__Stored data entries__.
= = = =

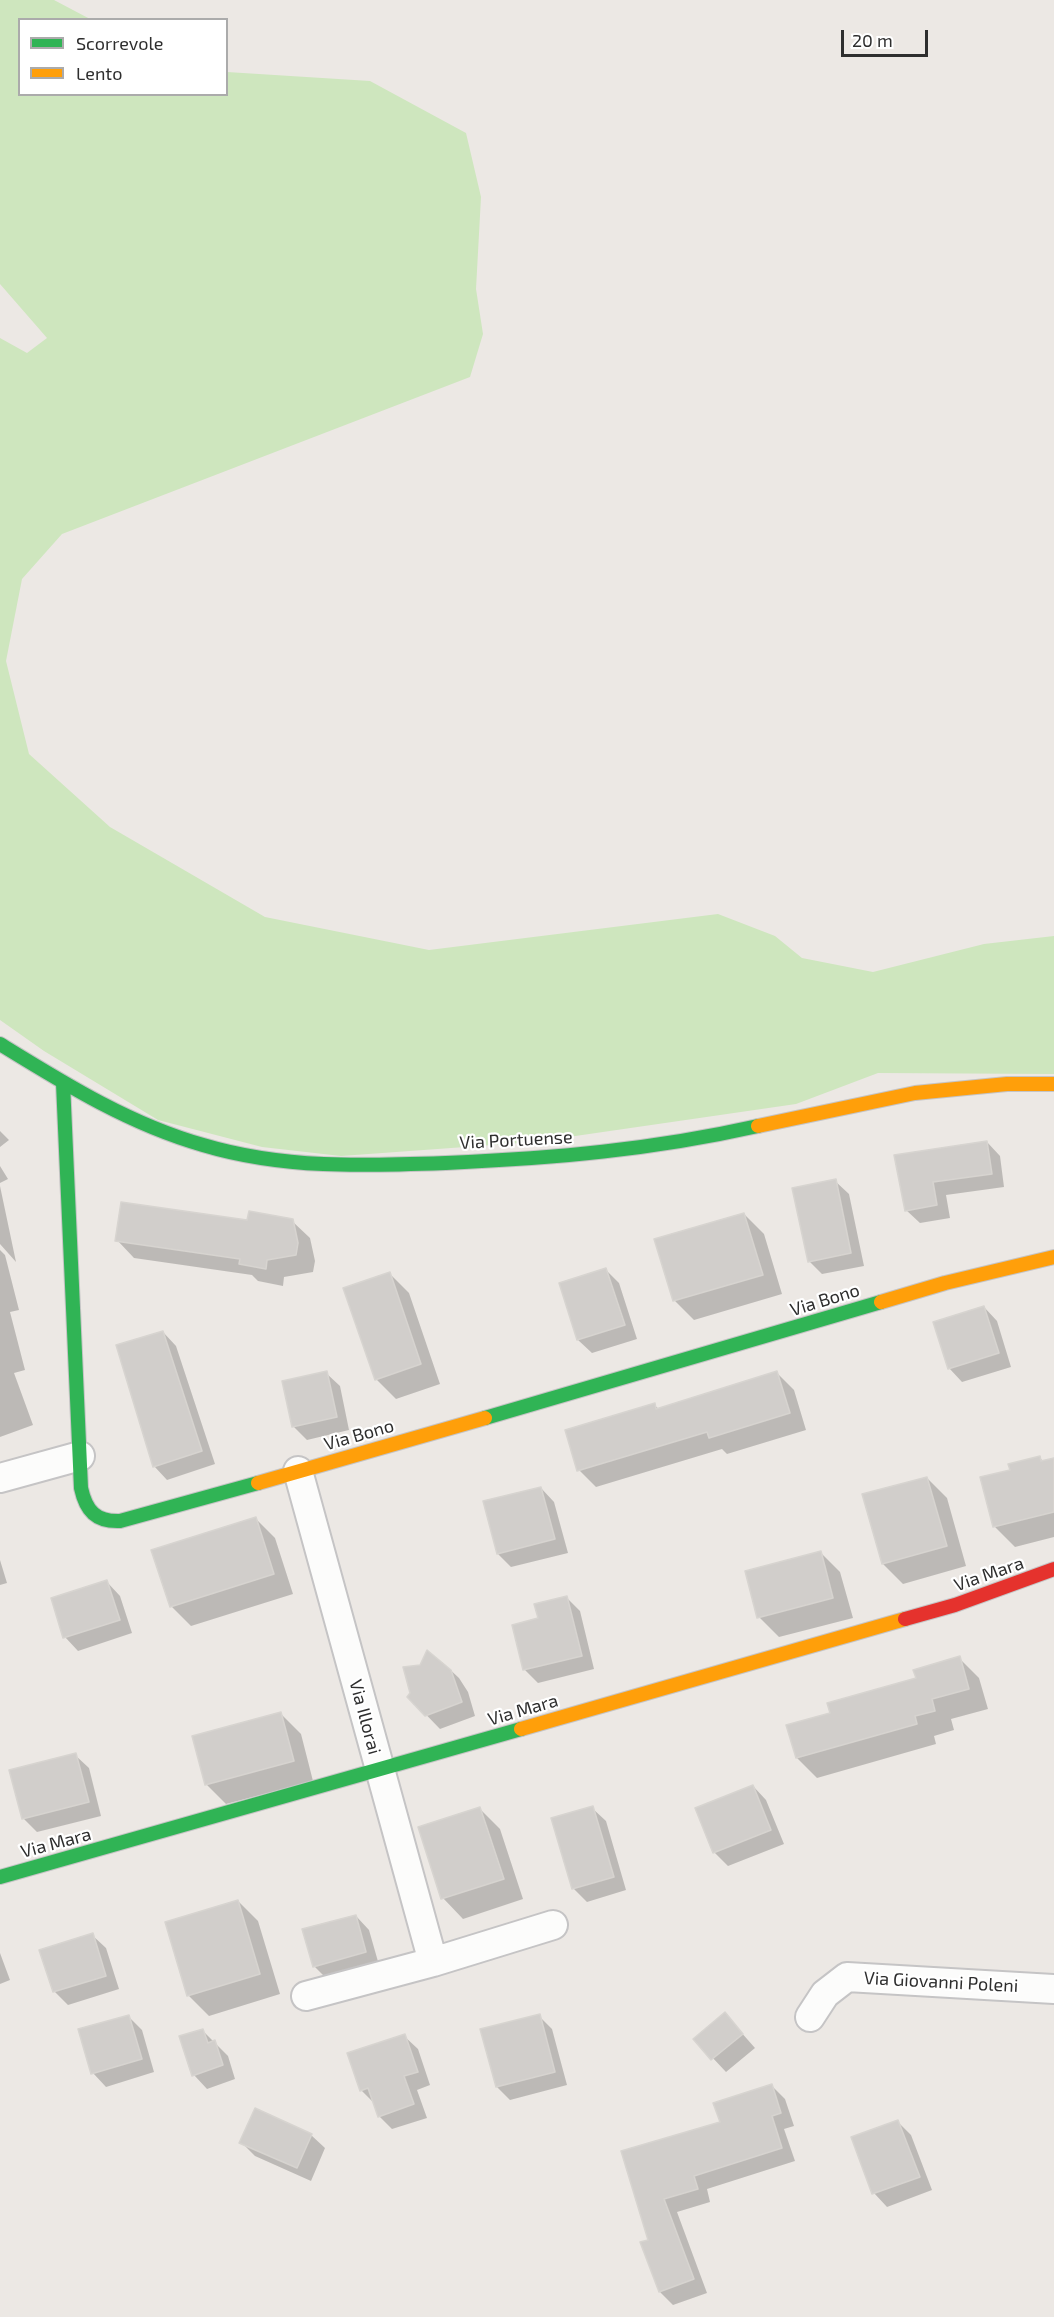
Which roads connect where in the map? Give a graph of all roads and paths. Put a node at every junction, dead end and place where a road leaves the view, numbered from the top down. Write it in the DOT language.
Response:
graph roads {
  1 [pos="0,1044"];
  2 [pos="63,1083"];
  3 [pos="1054,1084"];
  4 [pos="1054,1257"];
  5 [pos="80,1456"];
  6 [pos="298,1471"];
  7 [pos="0,1478"];
  8 [pos="1054,1569"];
  9 [pos="380,1770"];
  10 [pos="0,1877"];
  11 [pos="553,1925"];
  12 [pos="433,1962"];
  13 [pos="1054,1989"];
  14 [pos="306,1996"];
  15 [pos="810,2017"];
  1 -- 2 [label="street, Via Portuense"];
  2 -- 3 [label="street, Via Portuense"];
  2 -- 5 [label="street, Via Bono"];
  4 -- 6 [label="street, Via Bono"];
  5 -- 6 [label="street, Via Bono"];
  5 -- 7 [label="street"];
  6 -- 9 [label="street, Via Illorai"];
  8 -- 9 [label="street, Via Mara"];
  9 -- 10 [label="street, Via Mara"];
  9 -- 12 [label="street, Via Illorai"];
  11 -- 12 [label="street"];
  12 -- 14 [label="street"];
  13 -- 15 [label="street, Via Giovanni Poleni"];
}
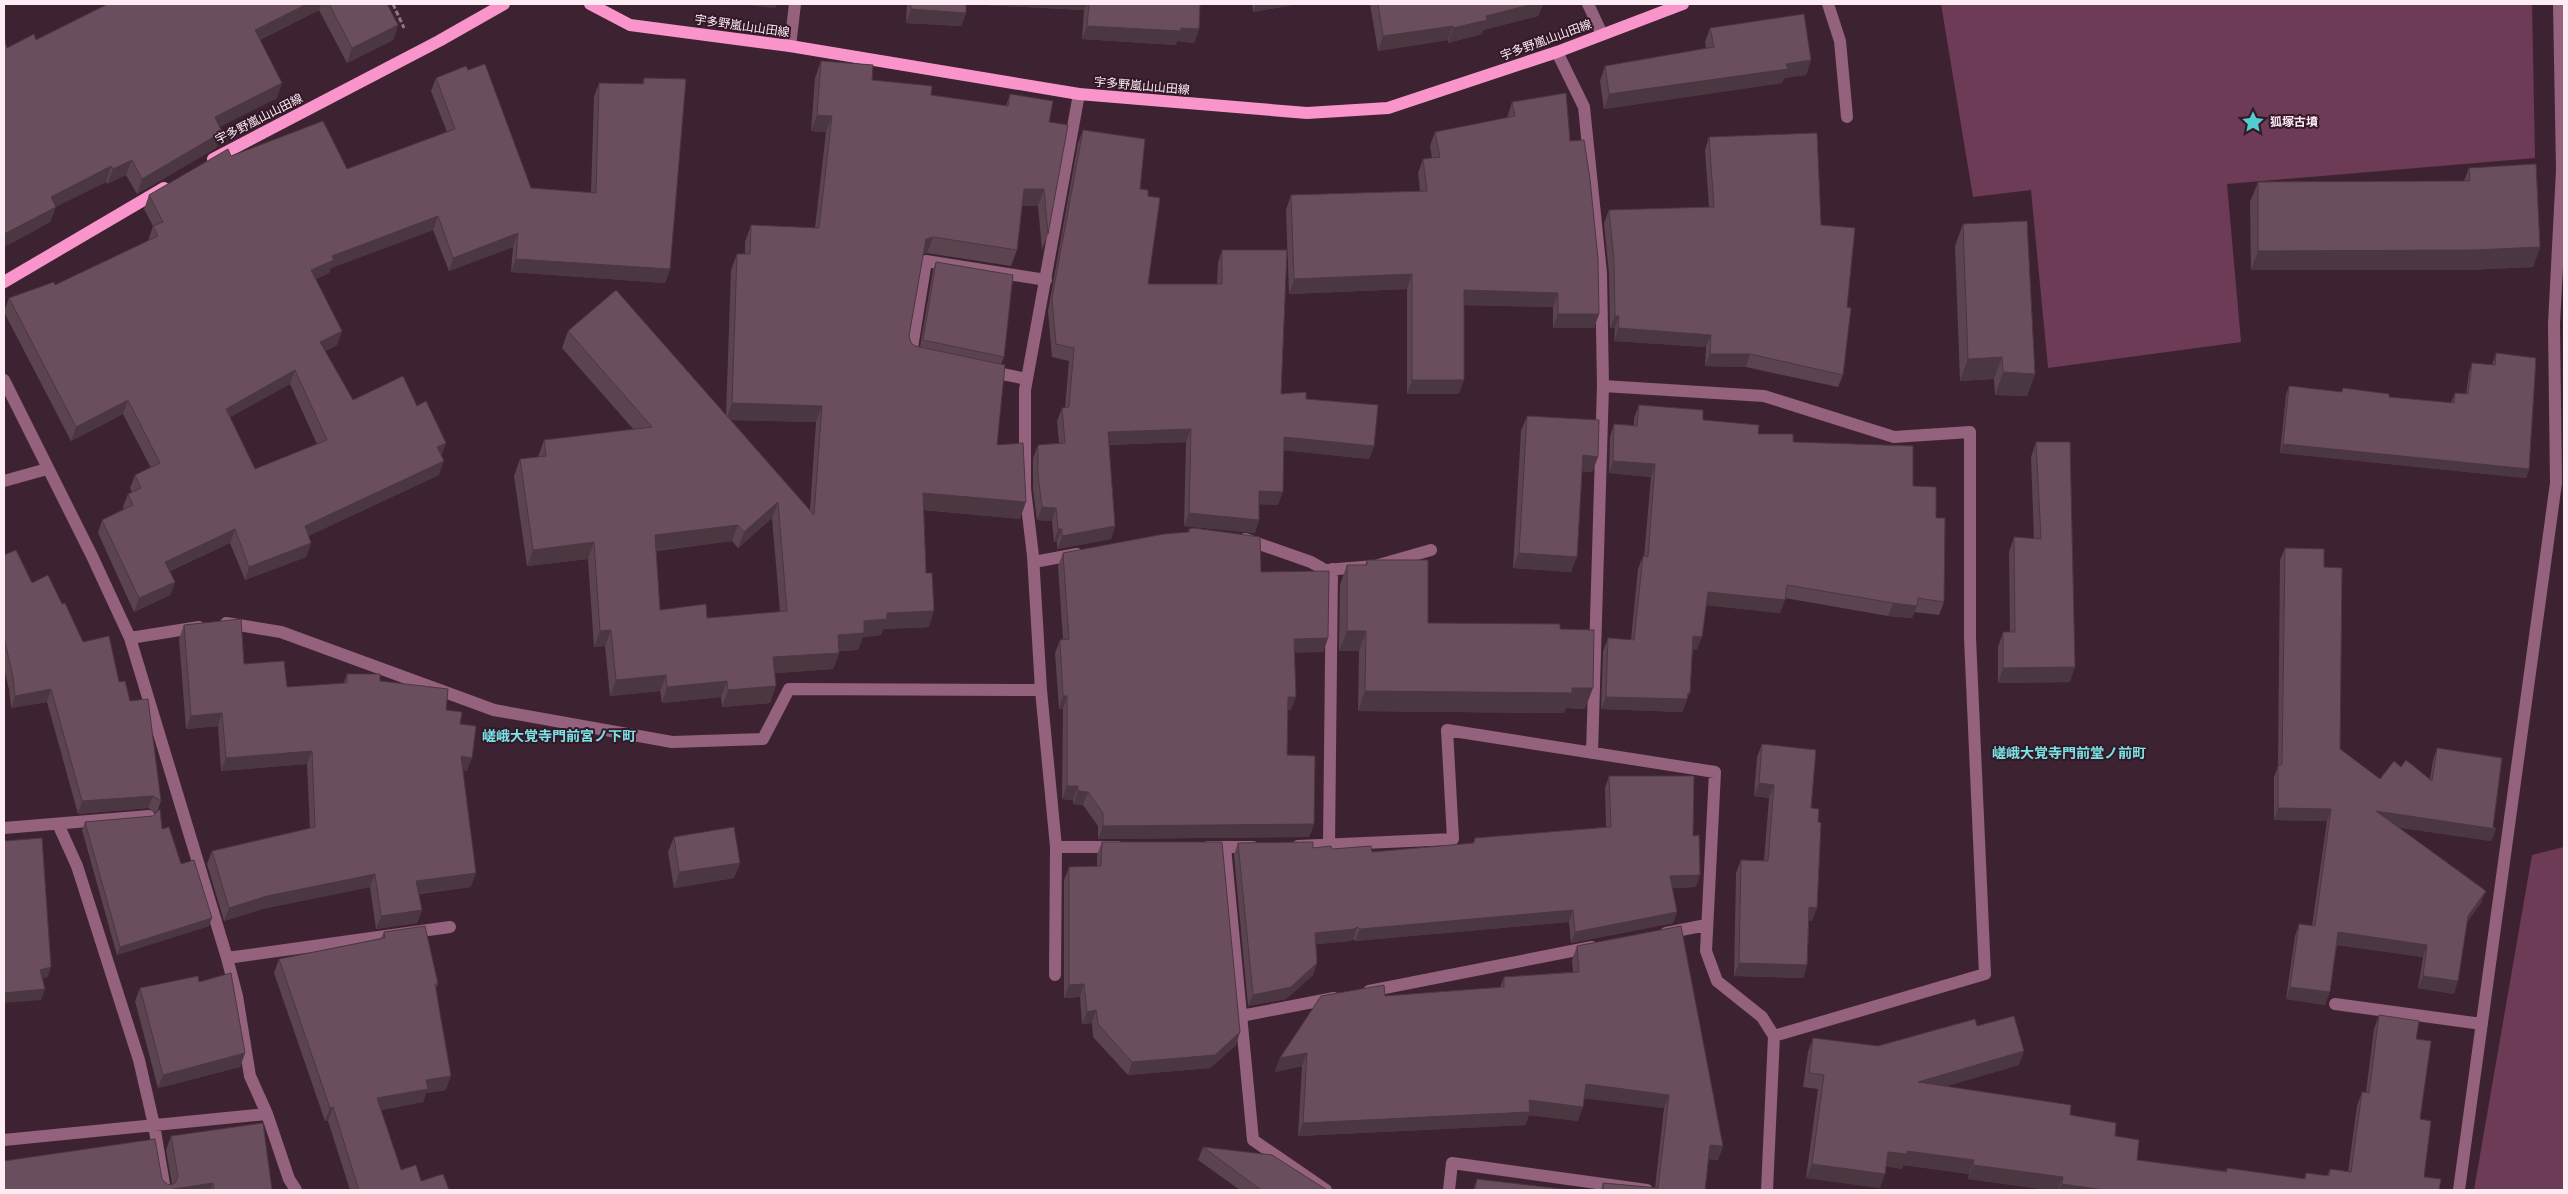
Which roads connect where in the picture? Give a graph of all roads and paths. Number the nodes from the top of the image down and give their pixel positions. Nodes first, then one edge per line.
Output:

= = = =

__Assignment__.
What is needed is a word-for-word restatement of the entries, minus any pictures.

__Solved exercise__.
Which roads connect where in the map? Give a graph of all roads and paths. Put a node at every junction, dead end and place where a road leaves the view, numbered from the top down. Write it in the DOT language.
Response:
graph roads {
  1 [pos="0,1044"];
  2 [pos="63,1083"];
  3 [pos="1054,1084"];
  4 [pos="1054,1257"];
  5 [pos="80,1456"];
  6 [pos="298,1471"];
  7 [pos="0,1478"];
  8 [pos="1054,1569"];
  9 [pos="380,1770"];
  10 [pos="0,1877"];
  11 [pos="553,1925"];
  12 [pos="433,1962"];
  13 [pos="1054,1989"];
  14 [pos="306,1996"];
  15 [pos="810,2017"];
  1 -- 2 [label="street, Via Portuense"];
  2 -- 3 [label="street, Via Portuense"];
  2 -- 5 [label="street, Via Bono"];
  4 -- 6 [label="street, Via Bono"];
  5 -- 6 [label="street, Via Bono"];
  5 -- 7 [label="street"];
  6 -- 9 [label="street, Via Illorai"];
  8 -- 9 [label="street, Via Mara"];
  9 -- 10 [label="street, Via Mara"];
  9 -- 12 [label="street, Via Illorai"];
  11 -- 12 [label="street"];
  12 -- 14 [label="street"];
  13 -- 15 [label="street, Via Giovanni Poleni"];
}
Which roads connect where in the picture? Give a graph of all roads and paths. Number the nodes from the top of the image down and give their pixel positions. Nodes first, then one edge per line.
Output:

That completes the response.